*** Opening DATA FOR THIS EXERCISE ***

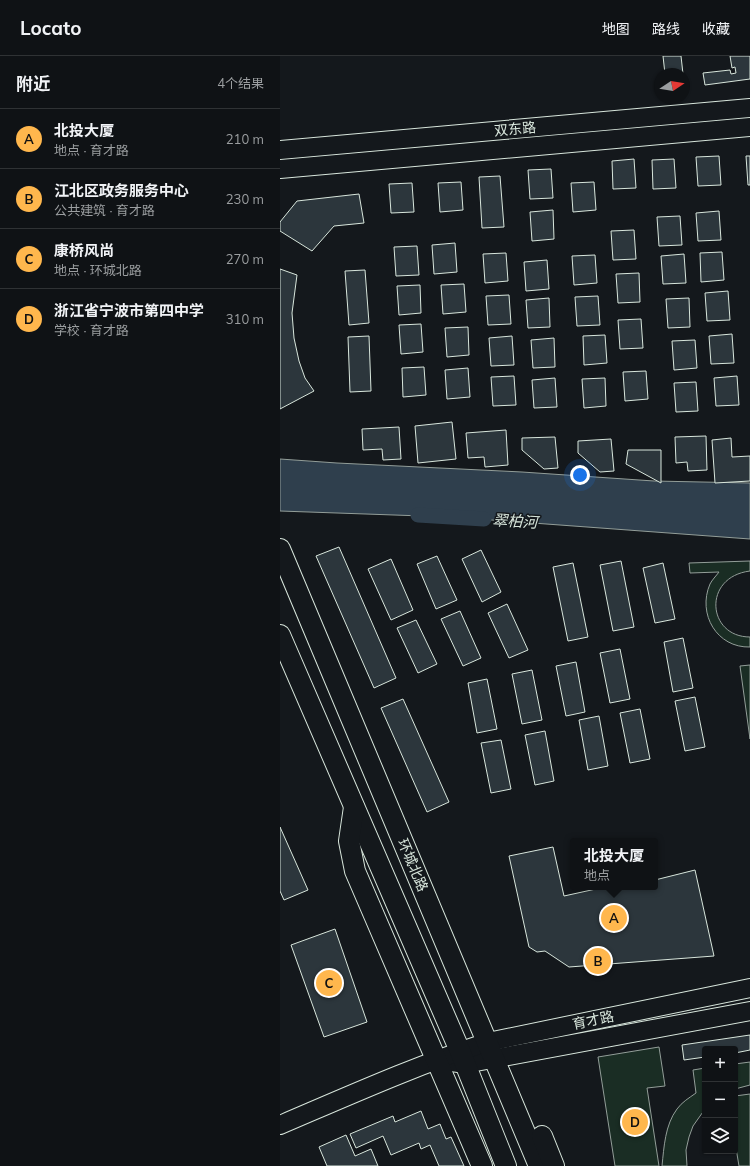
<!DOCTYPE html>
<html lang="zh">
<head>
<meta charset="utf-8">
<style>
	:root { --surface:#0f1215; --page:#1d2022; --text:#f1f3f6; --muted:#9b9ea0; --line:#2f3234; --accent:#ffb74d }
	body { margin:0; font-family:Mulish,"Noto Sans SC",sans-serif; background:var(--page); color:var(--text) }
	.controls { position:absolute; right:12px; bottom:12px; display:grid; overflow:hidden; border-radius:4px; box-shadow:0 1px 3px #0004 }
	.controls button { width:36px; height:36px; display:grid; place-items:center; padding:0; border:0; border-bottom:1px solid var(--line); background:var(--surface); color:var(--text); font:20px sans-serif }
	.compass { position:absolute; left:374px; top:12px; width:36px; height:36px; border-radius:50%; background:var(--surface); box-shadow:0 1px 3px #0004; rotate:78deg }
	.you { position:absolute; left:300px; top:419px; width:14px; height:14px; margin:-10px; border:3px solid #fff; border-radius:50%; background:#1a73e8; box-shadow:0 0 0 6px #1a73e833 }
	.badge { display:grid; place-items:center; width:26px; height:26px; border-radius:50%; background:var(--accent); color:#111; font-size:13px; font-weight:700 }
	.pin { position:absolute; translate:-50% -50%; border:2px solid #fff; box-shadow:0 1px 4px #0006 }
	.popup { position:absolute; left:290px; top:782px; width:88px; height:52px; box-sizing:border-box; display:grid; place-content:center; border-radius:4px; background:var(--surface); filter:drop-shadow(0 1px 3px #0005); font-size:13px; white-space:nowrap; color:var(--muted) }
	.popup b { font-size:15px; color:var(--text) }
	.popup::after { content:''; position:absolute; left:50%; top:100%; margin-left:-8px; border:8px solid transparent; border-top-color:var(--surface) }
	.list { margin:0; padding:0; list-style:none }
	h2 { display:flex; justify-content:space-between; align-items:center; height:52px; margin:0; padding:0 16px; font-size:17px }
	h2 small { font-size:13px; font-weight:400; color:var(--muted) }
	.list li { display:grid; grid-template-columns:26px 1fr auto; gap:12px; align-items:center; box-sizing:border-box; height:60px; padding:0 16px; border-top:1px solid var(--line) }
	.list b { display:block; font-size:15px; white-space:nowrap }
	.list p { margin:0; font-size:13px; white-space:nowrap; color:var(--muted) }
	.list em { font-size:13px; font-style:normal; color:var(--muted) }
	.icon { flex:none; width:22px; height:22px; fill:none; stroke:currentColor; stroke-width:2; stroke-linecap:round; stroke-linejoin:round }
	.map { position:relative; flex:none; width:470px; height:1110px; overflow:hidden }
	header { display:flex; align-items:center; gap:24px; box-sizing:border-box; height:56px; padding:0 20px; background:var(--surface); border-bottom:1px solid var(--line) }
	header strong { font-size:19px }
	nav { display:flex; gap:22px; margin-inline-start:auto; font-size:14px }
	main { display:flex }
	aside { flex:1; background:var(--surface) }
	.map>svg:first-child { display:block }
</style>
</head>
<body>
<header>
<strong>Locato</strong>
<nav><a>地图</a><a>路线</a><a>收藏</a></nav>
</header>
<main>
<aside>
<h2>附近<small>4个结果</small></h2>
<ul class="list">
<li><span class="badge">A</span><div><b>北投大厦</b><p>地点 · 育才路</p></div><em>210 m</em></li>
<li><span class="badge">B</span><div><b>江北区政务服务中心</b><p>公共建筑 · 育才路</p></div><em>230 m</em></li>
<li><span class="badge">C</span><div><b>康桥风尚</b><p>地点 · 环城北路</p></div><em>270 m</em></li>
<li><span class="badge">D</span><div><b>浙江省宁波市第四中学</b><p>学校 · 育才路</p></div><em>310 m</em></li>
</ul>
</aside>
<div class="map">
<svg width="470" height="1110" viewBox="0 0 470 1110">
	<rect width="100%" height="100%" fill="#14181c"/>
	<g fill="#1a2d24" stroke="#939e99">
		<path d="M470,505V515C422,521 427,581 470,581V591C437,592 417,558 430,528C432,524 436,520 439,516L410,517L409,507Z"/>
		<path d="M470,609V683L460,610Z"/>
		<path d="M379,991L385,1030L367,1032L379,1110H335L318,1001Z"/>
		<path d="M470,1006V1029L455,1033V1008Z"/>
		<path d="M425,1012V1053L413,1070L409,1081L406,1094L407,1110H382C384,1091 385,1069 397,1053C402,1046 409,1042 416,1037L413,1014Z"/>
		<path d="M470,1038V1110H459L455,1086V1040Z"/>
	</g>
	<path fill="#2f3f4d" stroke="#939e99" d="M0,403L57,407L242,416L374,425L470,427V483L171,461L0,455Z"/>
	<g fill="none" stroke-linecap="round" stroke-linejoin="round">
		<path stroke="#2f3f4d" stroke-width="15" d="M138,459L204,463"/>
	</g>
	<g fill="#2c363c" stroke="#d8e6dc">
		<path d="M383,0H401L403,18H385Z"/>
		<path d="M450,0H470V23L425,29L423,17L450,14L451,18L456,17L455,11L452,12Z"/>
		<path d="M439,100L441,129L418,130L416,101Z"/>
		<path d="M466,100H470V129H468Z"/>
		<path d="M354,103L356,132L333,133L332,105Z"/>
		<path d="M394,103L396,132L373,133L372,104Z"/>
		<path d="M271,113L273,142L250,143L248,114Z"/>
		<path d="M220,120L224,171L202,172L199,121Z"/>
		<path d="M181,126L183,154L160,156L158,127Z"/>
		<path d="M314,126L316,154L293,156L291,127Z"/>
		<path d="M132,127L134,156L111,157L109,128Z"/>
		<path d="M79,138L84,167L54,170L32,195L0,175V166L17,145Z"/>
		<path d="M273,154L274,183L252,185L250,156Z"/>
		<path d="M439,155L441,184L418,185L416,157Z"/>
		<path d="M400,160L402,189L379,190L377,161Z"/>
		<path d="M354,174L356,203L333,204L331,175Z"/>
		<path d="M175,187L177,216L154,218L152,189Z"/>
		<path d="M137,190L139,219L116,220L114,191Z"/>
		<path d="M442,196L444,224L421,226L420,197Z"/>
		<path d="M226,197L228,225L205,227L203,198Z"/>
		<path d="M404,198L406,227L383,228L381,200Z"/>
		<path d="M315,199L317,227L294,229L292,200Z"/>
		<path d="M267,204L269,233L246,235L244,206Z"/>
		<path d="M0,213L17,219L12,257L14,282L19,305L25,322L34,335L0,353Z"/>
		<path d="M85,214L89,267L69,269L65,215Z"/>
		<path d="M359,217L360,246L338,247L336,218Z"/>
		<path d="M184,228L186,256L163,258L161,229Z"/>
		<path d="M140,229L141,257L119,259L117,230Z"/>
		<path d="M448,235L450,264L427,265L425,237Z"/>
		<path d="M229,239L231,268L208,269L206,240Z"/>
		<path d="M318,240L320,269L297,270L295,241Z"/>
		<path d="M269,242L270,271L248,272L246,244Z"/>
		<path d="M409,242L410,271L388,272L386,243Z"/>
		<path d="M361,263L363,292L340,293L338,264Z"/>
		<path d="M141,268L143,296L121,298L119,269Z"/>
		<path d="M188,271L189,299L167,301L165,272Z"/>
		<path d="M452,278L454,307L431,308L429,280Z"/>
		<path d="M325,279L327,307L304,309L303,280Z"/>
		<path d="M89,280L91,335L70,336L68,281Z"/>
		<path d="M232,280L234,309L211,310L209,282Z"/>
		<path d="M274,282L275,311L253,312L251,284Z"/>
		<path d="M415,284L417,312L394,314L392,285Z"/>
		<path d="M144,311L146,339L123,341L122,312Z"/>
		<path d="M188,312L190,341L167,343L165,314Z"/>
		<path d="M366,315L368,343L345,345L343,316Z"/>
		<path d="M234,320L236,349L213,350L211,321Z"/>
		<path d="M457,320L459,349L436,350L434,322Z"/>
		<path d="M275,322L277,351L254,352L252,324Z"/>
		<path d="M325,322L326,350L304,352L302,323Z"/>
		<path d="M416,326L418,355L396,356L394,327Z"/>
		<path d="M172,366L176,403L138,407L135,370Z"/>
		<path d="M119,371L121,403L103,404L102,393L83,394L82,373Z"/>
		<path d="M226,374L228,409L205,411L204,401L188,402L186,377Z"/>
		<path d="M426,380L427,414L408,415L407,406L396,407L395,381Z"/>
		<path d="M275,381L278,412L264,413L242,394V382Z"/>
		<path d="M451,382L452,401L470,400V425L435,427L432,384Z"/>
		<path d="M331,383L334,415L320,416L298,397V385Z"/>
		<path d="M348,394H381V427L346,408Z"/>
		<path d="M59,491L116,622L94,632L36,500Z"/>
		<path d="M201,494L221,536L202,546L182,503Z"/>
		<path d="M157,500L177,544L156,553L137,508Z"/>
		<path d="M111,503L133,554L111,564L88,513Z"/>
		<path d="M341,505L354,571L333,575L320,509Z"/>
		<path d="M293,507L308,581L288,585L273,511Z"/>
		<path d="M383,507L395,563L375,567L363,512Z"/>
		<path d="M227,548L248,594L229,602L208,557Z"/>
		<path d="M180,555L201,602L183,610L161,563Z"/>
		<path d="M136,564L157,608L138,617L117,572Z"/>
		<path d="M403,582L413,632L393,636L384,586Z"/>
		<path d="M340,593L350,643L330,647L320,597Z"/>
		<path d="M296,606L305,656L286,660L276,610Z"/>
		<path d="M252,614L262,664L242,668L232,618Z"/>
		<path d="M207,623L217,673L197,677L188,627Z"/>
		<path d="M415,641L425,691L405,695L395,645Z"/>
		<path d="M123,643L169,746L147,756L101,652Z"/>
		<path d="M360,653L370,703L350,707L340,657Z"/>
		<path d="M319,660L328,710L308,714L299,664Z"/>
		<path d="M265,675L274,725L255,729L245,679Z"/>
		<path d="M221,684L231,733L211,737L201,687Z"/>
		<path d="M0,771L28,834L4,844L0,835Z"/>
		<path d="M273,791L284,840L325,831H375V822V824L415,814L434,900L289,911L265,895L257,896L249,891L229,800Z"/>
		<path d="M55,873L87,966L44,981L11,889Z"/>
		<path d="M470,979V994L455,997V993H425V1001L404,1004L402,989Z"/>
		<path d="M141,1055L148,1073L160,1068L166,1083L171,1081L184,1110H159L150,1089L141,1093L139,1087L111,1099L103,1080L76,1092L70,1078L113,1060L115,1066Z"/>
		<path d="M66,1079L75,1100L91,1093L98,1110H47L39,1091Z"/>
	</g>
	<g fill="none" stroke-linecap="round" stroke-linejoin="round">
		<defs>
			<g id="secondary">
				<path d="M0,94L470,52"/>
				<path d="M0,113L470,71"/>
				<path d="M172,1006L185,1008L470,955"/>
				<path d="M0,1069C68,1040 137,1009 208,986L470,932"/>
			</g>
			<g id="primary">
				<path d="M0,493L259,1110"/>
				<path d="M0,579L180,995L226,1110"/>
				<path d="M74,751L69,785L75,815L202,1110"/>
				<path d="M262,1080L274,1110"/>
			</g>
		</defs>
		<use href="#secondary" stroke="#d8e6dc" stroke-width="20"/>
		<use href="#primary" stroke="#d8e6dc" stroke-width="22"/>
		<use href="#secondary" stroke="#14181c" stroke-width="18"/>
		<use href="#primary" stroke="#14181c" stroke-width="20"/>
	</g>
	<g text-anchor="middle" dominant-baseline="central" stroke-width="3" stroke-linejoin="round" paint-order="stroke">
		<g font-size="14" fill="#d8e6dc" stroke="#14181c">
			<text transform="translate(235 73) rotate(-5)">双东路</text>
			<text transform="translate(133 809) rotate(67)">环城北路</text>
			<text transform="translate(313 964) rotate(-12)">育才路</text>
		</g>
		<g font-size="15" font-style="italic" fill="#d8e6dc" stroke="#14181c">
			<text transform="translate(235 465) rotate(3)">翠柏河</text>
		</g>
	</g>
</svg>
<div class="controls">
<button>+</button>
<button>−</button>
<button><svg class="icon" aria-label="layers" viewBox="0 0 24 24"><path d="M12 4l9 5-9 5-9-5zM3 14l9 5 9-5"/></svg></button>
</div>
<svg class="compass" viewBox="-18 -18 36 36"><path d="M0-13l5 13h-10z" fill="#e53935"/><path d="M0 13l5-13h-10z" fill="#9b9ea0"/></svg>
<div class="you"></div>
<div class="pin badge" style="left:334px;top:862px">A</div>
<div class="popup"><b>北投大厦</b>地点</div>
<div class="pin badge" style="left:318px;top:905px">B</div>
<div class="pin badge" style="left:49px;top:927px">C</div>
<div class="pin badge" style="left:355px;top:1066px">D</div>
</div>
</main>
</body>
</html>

*** Closing DATA FOR THIS EXERCISE ***

YOUR GOAL: Write the number of data lines with "controls", nothing else.

PROBLEM SOLUTION: 3